## ACTIVITY
Produce a faithful copy of every record below, without the pictures.

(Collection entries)
_ _ _
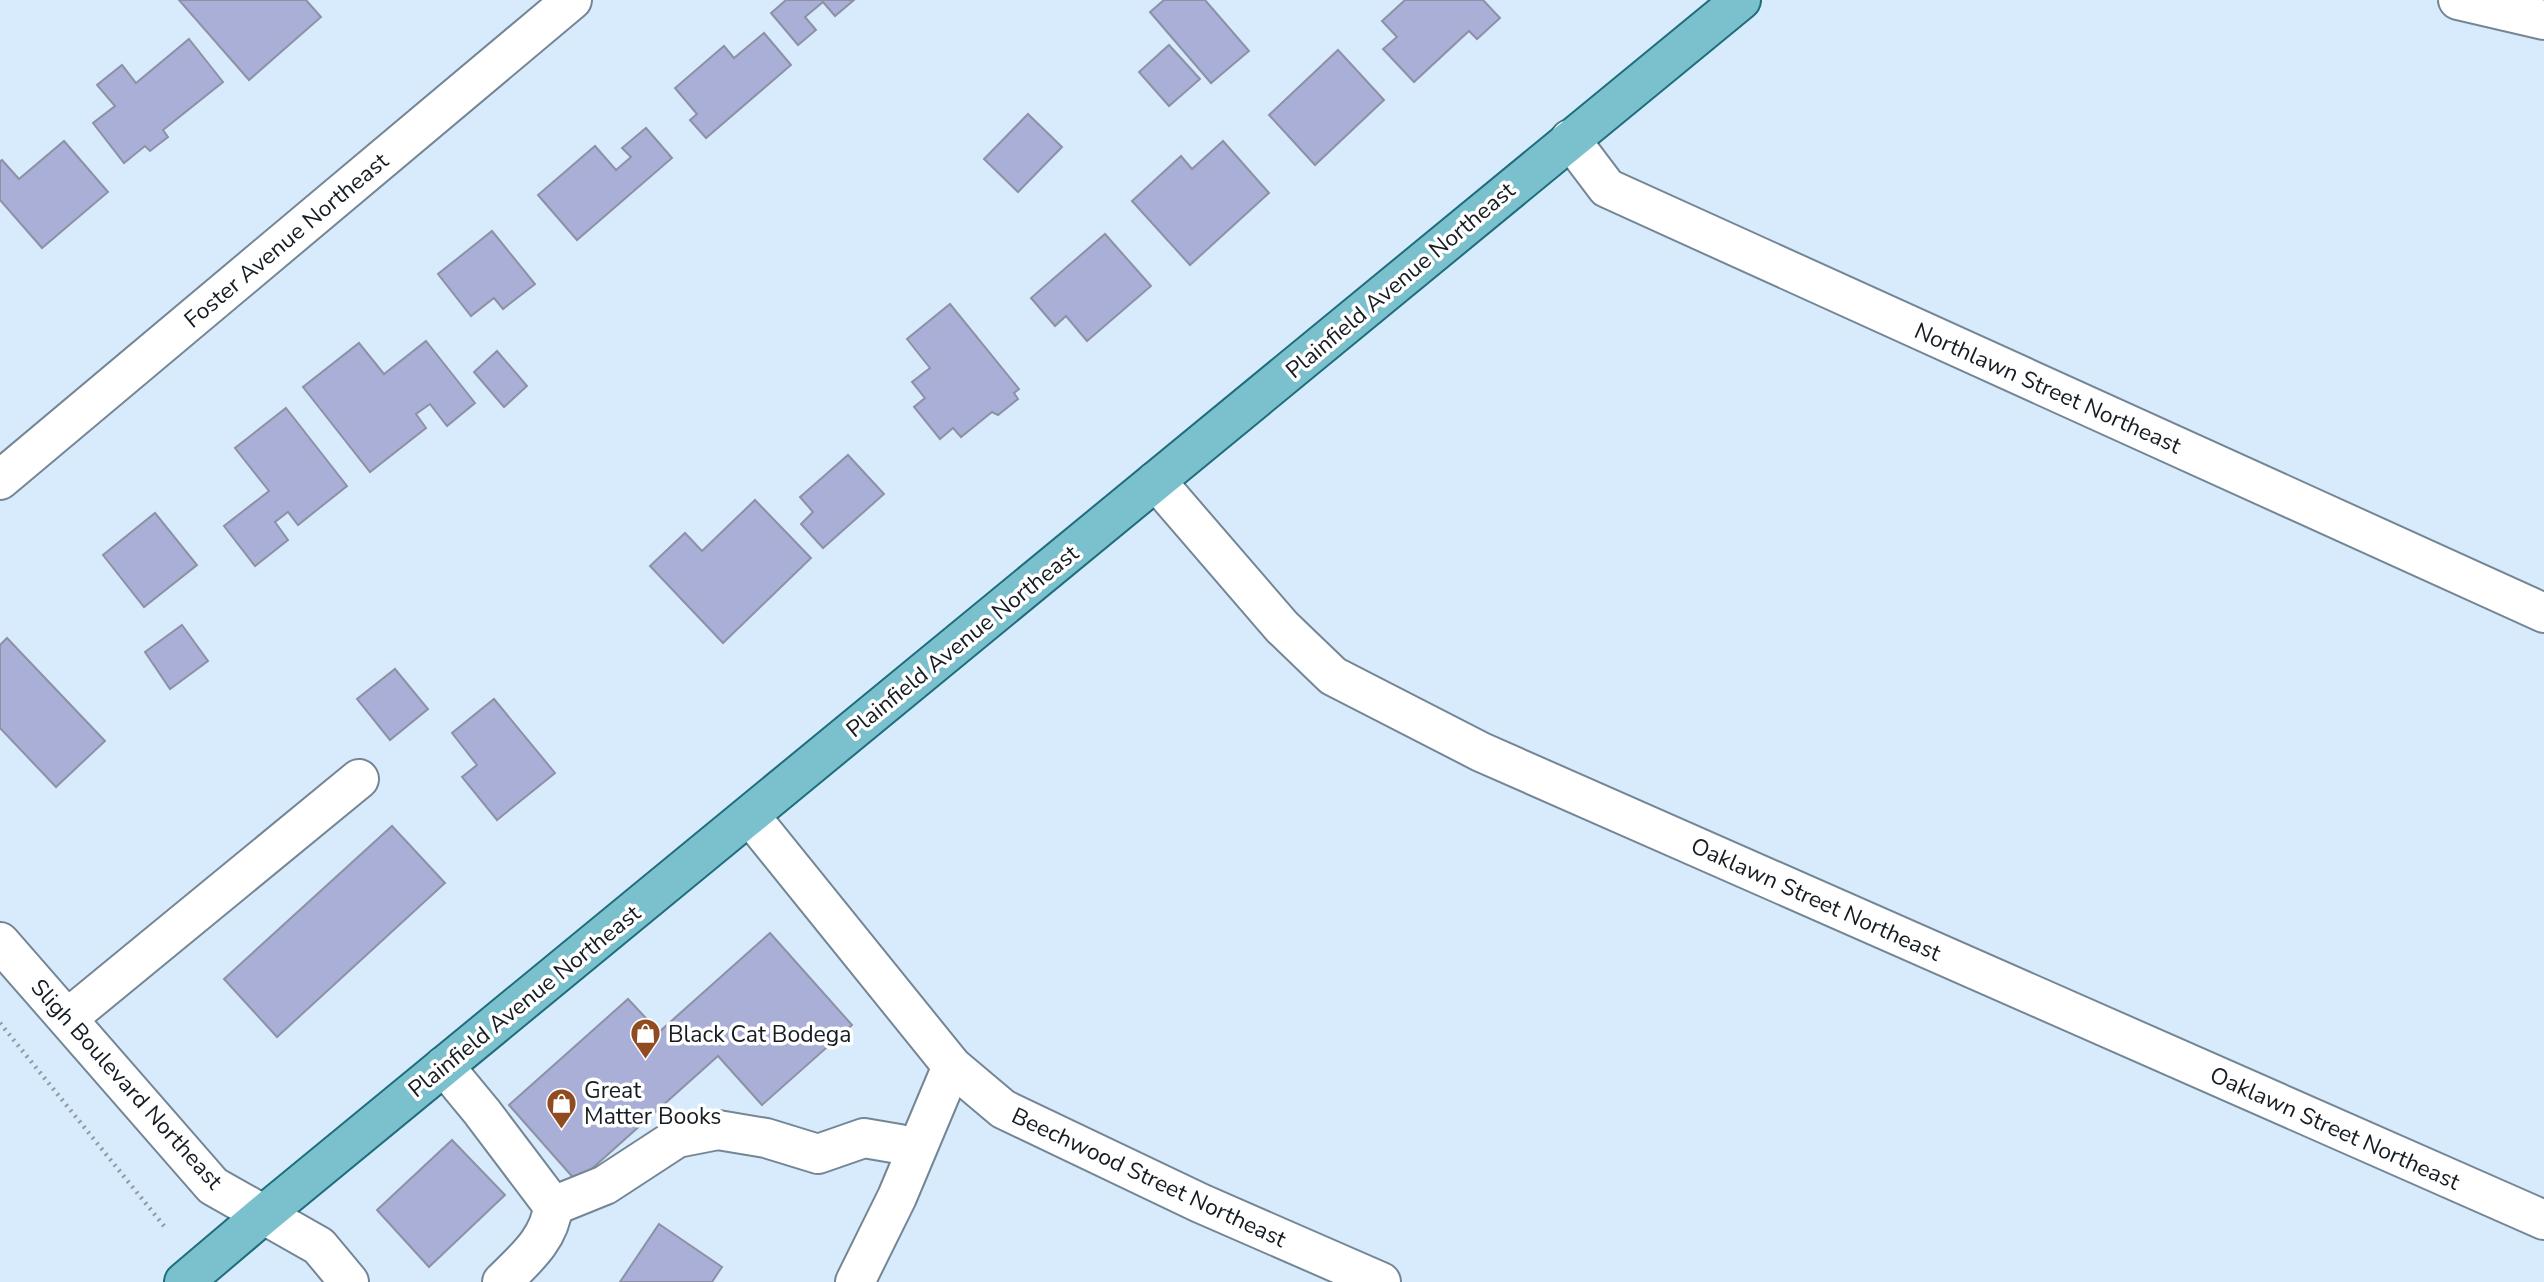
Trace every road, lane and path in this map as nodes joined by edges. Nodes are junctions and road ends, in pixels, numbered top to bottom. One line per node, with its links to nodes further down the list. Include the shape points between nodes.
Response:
1 (572, 0): 6 (street, Foster Avenue Northeast)
2 (1741, 0): 5 (main road, Plainfield Avenue Northeast)
3 (2458, 0): 4 (street)
4 (2544, 20)
5 (1570, 139): 7 (main road, Plainfield Avenue Northeast); 8 (street, Northlawn Street Northeast, via 1607,188)
6 (0, 480)
7 (1156, 481): 10 (main road, Plainfield Avenue Northeast); 19 (street, Oaklawn Street Northeast, via 1282,628 1333,676 1480,752)
8 (2544, 613)
9 (359, 779): 12 (street)
10 (750, 816): 14 (main road, Plainfield Avenue Northeast); 15 (street, Beechwood Street Northeast)
11 (0, 942): 12 (street, Sligh Boulevard Northeast)
12 (68, 1018): 18 (street, Sligh Boulevard Northeast, via 212,1186)
13 (0, 1023): 20 (path)
14 (444, 1066): 17 (street); 18 (main road, Plainfield Avenue Northeast)
15 (952, 1066): 16 (street); 25 (street, Beechwood Street Northeast, via 1003,1109)
16 (916, 1150): 17 (street, via 864,1138 818,1154 718,1130 677,1138 605,1185); 24 (street)
17 (553, 1206): 23 (street, via 543,1238)
18 (262, 1215): 21 (main road, Plainfield Avenue Northeast); 22 (street, Sligh Boulevard Northeast, via 319,1246)
19 (2544, 1220)
20 (164, 1226)
21 (184, 1282)
22 (349, 1282)
23 (502, 1282)
24 (855, 1282)
25 (1381, 1282)

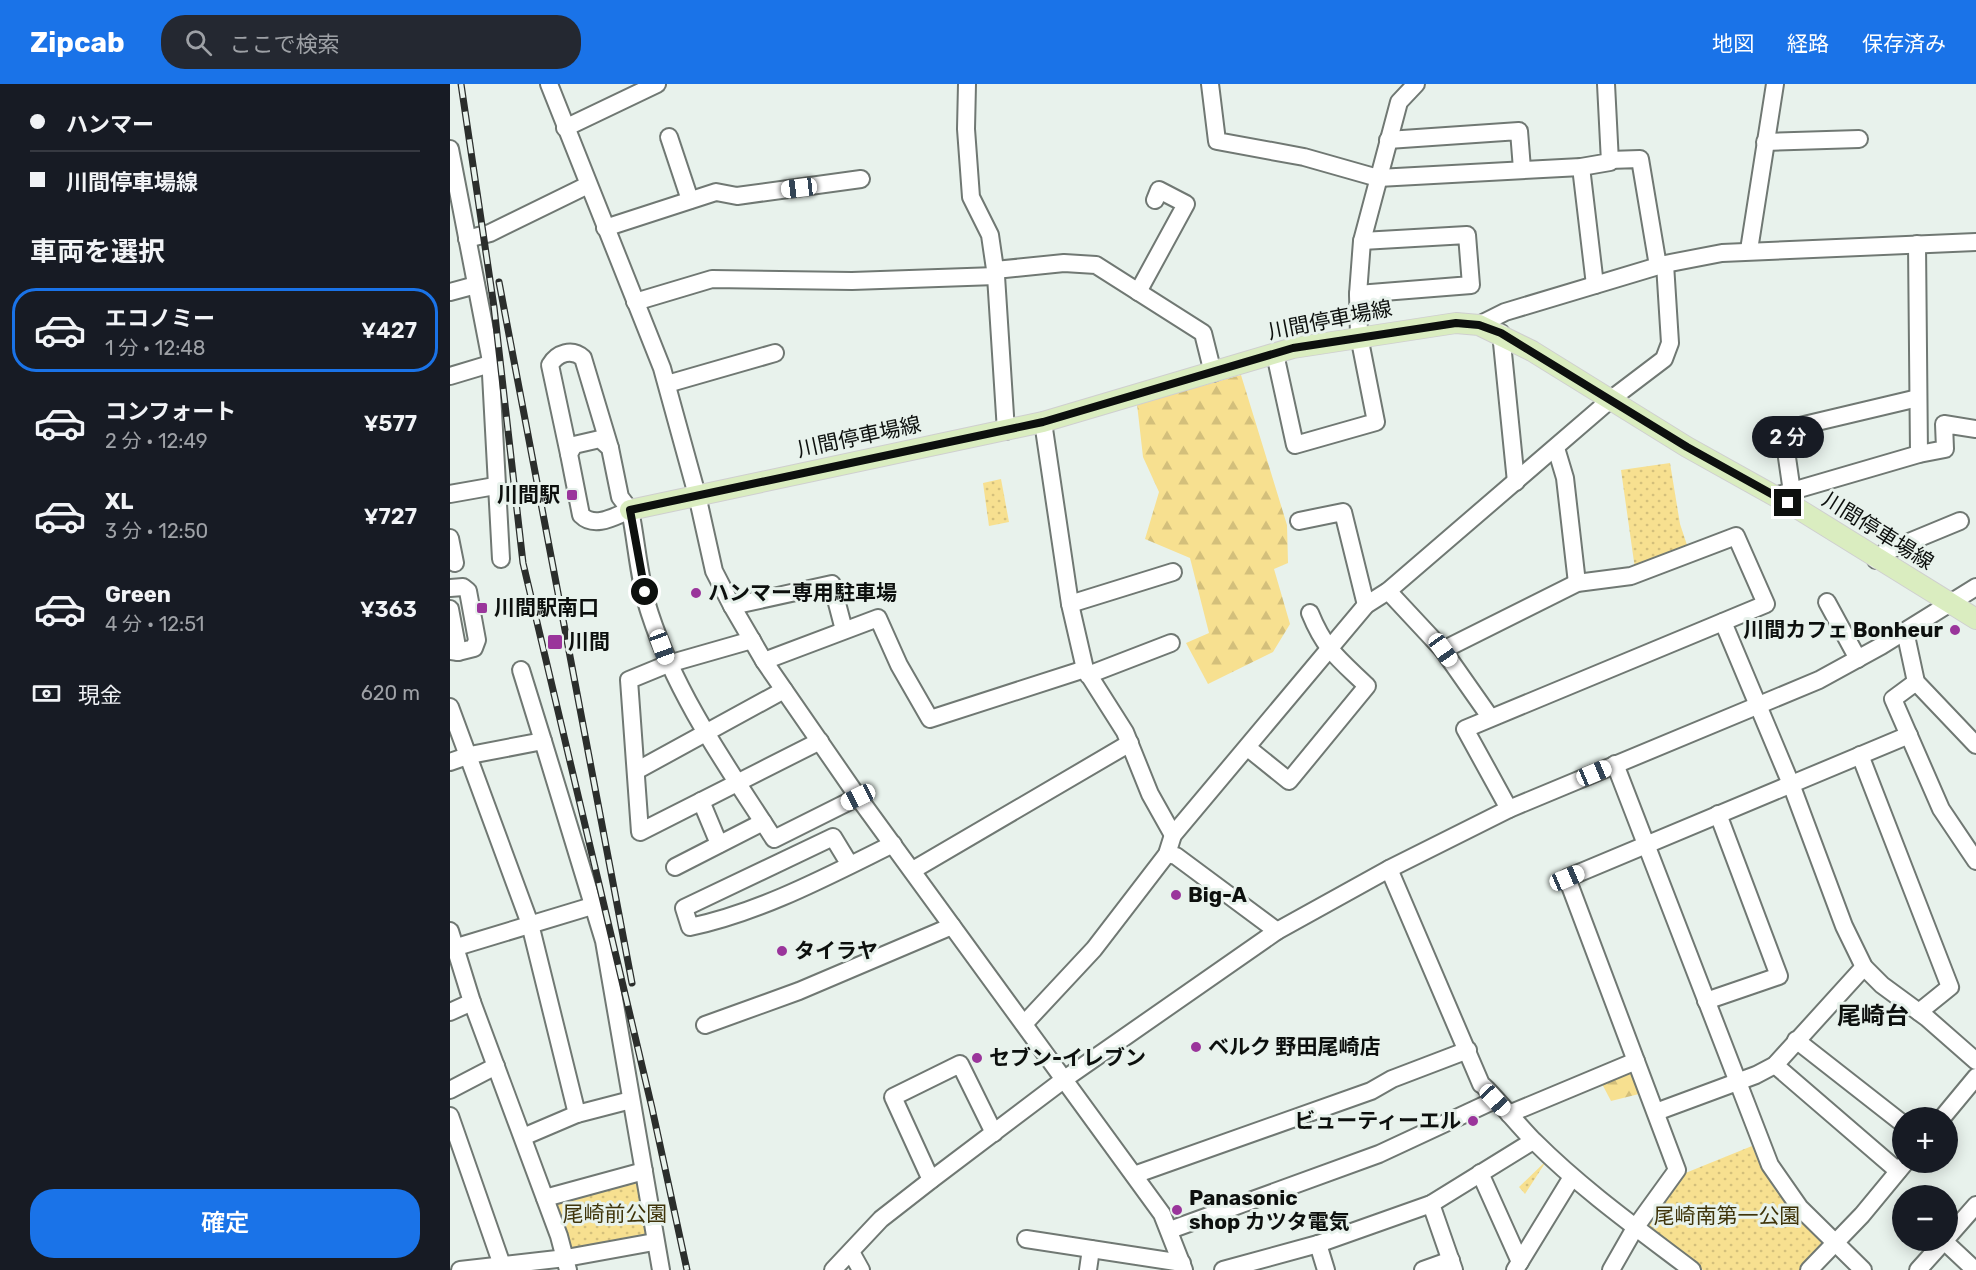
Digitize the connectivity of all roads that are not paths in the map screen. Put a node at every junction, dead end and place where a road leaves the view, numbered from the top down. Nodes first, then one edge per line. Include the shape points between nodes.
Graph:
_ _ _
## WORKED SOLUTION
Trace every road, lane and path in this map as nodes joined by edges. Nodes are junctions and road ends, in pixels, numbered top to bottom. One line per node, with its links to nodes further down the list. Include the shape points between nodes.
Response:
1 (572, 0): 6 (street, Foster Avenue Northeast)
2 (1741, 0): 5 (main road, Plainfield Avenue Northeast)
3 (2458, 0): 4 (street)
4 (2544, 20)
5 (1570, 139): 7 (main road, Plainfield Avenue Northeast); 8 (street, Northlawn Street Northeast, via 1607,188)
6 (0, 480)
7 (1156, 481): 10 (main road, Plainfield Avenue Northeast); 19 (street, Oaklawn Street Northeast, via 1282,628 1333,676 1480,752)
8 (2544, 613)
9 (359, 779): 12 (street)
10 (750, 816): 14 (main road, Plainfield Avenue Northeast); 15 (street, Beechwood Street Northeast)
11 (0, 942): 12 (street, Sligh Boulevard Northeast)
12 (68, 1018): 18 (street, Sligh Boulevard Northeast, via 212,1186)
13 (0, 1023): 20 (path)
14 (444, 1066): 17 (street); 18 (main road, Plainfield Avenue Northeast)
15 (952, 1066): 16 (street); 25 (street, Beechwood Street Northeast, via 1003,1109)
16 (916, 1150): 17 (street, via 864,1138 818,1154 718,1130 677,1138 605,1185); 24 (street)
17 (553, 1206): 23 (street, via 543,1238)
18 (262, 1215): 21 (main road, Plainfield Avenue Northeast); 22 (street, Sligh Boulevard Northeast, via 319,1246)
19 (2544, 1220)
20 (164, 1226)
21 (184, 1282)
22 (349, 1282)
23 (502, 1282)
24 (855, 1282)
25 (1381, 1282)

Digitize the connectivity of all roads that are not paths in the map screen. Put a node at every junction, dead end and place where a road leaves the view, numbered from the top down. Nodes first, then one edge per line. Include the shape points between nodes.
Graph:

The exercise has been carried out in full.